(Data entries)
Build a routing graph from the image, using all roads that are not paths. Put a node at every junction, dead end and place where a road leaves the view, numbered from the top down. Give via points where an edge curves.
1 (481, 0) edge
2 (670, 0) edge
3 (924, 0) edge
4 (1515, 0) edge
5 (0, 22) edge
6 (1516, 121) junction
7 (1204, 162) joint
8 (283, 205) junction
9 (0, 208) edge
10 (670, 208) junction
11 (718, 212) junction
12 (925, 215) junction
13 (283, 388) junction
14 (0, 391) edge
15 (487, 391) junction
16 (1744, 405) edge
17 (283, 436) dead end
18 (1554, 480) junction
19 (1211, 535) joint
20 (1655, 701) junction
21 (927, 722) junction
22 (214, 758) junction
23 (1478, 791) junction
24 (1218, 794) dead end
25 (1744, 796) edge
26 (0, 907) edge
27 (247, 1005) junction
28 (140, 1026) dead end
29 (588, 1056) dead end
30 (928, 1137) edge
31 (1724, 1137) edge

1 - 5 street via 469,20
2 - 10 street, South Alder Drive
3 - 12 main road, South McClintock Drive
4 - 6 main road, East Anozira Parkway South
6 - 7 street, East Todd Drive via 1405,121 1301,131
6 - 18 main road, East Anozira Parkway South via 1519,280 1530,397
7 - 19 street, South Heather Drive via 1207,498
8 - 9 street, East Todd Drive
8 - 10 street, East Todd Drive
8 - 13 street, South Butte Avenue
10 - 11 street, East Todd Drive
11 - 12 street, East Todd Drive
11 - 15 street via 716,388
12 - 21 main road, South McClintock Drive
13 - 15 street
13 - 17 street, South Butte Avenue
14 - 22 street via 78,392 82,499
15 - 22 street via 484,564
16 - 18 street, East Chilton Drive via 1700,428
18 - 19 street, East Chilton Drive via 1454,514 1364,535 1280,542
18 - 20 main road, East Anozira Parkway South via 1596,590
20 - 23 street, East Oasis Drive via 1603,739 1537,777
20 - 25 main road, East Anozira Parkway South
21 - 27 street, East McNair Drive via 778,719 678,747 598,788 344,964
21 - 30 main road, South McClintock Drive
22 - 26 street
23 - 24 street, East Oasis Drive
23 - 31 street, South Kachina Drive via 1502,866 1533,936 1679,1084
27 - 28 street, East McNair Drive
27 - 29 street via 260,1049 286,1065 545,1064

◆ Task ◆
Write the records above out again, exactly as they are.

◆ Answer box ◆
Build a routing graph from the image, using all roads that are not paths. Put a node at every junction, dead end and place where a road leaves the view, numbered from the top down. Give via points where an edge curves.
1 (481, 0) edge
2 (670, 0) edge
3 (924, 0) edge
4 (1515, 0) edge
5 (0, 22) edge
6 (1516, 121) junction
7 (1204, 162) joint
8 (283, 205) junction
9 (0, 208) edge
10 (670, 208) junction
11 (718, 212) junction
12 (925, 215) junction
13 (283, 388) junction
14 (0, 391) edge
15 (487, 391) junction
16 (1744, 405) edge
17 (283, 436) dead end
18 (1554, 480) junction
19 (1211, 535) joint
20 (1655, 701) junction
21 (927, 722) junction
22 (214, 758) junction
23 (1478, 791) junction
24 (1218, 794) dead end
25 (1744, 796) edge
26 (0, 907) edge
27 (247, 1005) junction
28 (140, 1026) dead end
29 (588, 1056) dead end
30 (928, 1137) edge
31 (1724, 1137) edge

1 - 5 street via 469,20
2 - 10 street, South Alder Drive
3 - 12 main road, South McClintock Drive
4 - 6 main road, East Anozira Parkway South
6 - 7 street, East Todd Drive via 1405,121 1301,131
6 - 18 main road, East Anozira Parkway South via 1519,280 1530,397
7 - 19 street, South Heather Drive via 1207,498
8 - 9 street, East Todd Drive
8 - 10 street, East Todd Drive
8 - 13 street, South Butte Avenue
10 - 11 street, East Todd Drive
11 - 12 street, East Todd Drive
11 - 15 street via 716,388
12 - 21 main road, South McClintock Drive
13 - 15 street
13 - 17 street, South Butte Avenue
14 - 22 street via 78,392 82,499
15 - 22 street via 484,564
16 - 18 street, East Chilton Drive via 1700,428
18 - 19 street, East Chilton Drive via 1454,514 1364,535 1280,542
18 - 20 main road, East Anozira Parkway South via 1596,590
20 - 23 street, East Oasis Drive via 1603,739 1537,777
20 - 25 main road, East Anozira Parkway South
21 - 27 street, East McNair Drive via 778,719 678,747 598,788 344,964
21 - 30 main road, South McClintock Drive
22 - 26 street
23 - 24 street, East Oasis Drive
23 - 31 street, South Kachina Drive via 1502,866 1533,936 1679,1084
27 - 28 street, East McNair Drive
27 - 29 street via 260,1049 286,1065 545,1064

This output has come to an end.